◇ 抱え込んだ大きな矛盾 = EUの母体となったECSC(ヨーロッパ石炭鉄鋼共同体)は1951年に、フランスや西ドイツなど6か国によって設立された。それが現在のEUには、離脱を決めたイギリスを含めて28か国が加盟している。結果として、経済力の強い国と弱い国が混在することになった。それを政策的にまとめるのは容易ではない。たとえばギリシャの財政不安問題では、ドイツ国民が「われわれの税金で、なぜギリシャを助けなければならないのか」と不満を爆発させた。
加盟国が増えるにつれて、EUの組織も肥大化した。いま職員は3万人。これらのEU官僚が次々と、新しい政策や規制措置を打ち出してくる。加盟国は拠出金が増大する半面で、主権が削がれて行く。今回のイギリスの国民投票でも「われわれが選挙で選んだわけでもないEU執行部が、勝手に作った法律を押し付けてくる」矛盾が声高に主張された。
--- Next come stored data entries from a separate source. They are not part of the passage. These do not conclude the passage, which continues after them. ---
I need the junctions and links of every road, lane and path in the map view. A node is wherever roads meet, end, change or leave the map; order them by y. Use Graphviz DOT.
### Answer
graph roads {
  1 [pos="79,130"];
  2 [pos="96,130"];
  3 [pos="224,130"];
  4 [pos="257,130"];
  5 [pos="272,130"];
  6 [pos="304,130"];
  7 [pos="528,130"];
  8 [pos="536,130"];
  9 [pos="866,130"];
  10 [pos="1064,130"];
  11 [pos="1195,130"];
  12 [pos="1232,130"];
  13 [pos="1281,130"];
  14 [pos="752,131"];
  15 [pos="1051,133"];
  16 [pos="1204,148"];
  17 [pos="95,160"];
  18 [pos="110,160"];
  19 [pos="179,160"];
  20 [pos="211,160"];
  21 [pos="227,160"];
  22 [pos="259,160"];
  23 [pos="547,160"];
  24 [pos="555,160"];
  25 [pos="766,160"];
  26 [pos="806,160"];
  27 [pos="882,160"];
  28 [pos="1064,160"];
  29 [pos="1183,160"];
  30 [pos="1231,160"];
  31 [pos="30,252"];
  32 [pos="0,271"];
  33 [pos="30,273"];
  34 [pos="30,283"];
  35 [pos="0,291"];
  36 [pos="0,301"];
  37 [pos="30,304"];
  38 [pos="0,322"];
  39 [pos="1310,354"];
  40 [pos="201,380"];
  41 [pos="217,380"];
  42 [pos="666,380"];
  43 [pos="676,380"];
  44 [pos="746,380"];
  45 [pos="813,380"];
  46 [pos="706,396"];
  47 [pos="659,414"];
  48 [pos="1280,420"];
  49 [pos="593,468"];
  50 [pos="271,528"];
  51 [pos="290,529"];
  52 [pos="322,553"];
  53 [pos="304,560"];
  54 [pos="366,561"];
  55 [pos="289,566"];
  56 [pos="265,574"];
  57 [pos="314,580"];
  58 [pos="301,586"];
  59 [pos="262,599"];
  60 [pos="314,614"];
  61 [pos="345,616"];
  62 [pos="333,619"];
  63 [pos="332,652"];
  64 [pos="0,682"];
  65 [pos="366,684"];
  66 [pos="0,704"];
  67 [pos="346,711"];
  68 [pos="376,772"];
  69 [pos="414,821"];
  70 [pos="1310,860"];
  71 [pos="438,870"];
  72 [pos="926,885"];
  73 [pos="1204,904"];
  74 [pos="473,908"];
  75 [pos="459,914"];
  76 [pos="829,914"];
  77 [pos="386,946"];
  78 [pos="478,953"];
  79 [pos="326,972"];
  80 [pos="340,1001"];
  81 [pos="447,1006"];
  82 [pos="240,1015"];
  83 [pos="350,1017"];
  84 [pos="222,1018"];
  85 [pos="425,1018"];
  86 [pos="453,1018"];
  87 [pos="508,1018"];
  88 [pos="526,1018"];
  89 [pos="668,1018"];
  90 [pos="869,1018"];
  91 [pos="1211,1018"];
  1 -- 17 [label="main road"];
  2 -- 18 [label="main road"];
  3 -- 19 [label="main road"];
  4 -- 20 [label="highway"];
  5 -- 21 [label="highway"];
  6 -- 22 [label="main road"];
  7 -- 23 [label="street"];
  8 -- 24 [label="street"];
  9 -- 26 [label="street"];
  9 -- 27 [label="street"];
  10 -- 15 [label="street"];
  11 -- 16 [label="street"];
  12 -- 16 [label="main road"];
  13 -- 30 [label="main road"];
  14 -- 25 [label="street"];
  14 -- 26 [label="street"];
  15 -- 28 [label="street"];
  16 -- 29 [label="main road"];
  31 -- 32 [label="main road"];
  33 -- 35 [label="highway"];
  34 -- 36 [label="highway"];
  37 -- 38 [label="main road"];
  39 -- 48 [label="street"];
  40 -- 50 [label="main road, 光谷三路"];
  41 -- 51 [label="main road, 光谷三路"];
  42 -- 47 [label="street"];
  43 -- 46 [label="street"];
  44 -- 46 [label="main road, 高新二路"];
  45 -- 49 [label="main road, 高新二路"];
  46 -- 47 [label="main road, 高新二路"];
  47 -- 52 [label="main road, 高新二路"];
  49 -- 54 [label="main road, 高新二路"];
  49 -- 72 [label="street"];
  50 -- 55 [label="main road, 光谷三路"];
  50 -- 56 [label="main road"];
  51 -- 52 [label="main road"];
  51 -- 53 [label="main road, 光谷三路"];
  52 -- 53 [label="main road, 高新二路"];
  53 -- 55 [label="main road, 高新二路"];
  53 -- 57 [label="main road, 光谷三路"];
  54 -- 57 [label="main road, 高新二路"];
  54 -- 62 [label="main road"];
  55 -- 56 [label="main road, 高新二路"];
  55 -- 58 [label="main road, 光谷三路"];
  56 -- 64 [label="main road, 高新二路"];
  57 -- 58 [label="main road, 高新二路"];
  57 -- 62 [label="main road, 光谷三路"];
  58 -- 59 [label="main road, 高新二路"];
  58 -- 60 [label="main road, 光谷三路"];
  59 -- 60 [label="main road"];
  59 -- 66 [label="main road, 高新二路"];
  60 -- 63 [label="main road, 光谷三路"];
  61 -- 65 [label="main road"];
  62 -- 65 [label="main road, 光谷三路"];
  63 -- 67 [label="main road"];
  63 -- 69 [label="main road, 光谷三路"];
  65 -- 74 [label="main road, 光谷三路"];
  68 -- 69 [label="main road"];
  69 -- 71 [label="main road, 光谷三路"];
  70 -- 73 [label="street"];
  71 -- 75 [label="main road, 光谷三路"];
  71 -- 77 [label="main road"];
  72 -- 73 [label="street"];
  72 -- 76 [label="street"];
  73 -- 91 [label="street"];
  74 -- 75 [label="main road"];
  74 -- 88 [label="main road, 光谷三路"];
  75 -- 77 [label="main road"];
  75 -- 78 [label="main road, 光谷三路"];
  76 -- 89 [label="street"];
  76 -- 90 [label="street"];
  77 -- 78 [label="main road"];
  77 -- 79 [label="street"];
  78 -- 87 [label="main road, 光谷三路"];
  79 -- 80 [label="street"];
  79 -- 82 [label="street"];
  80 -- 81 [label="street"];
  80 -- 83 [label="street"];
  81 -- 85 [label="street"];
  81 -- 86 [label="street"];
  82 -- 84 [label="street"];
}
EUは中央銀行を設立して、域内の金融政策を統一している。しかし各国の税収能力には大きな開きがあるから、財政政策は統一できない。しかしEUは加盟国の財政赤字には、きびしい注文を付けてくる。こうした財政と金融の不一致も、もともと矛盾をはらんでいた。また加盟28か国のうち、単一通貨ユーロを使っているのは19か国。イギリスなどは主権の侵害だと考え、導入しなかった。これも矛盾の一つである。
イギリスのEU離脱は、こうした矛盾が露呈した結果だとも言えるだろう。メルケル・ドイツ首相とオランド・フランス大統領はこれからEUの結束に全力を挙げるだろうが、こうした矛盾の修正も視野に入れないと、加盟国の根本的な不満は解消しないのではないか。不満が解消しないと、EUは分裂の危険性を抱え込んだままになってしまう。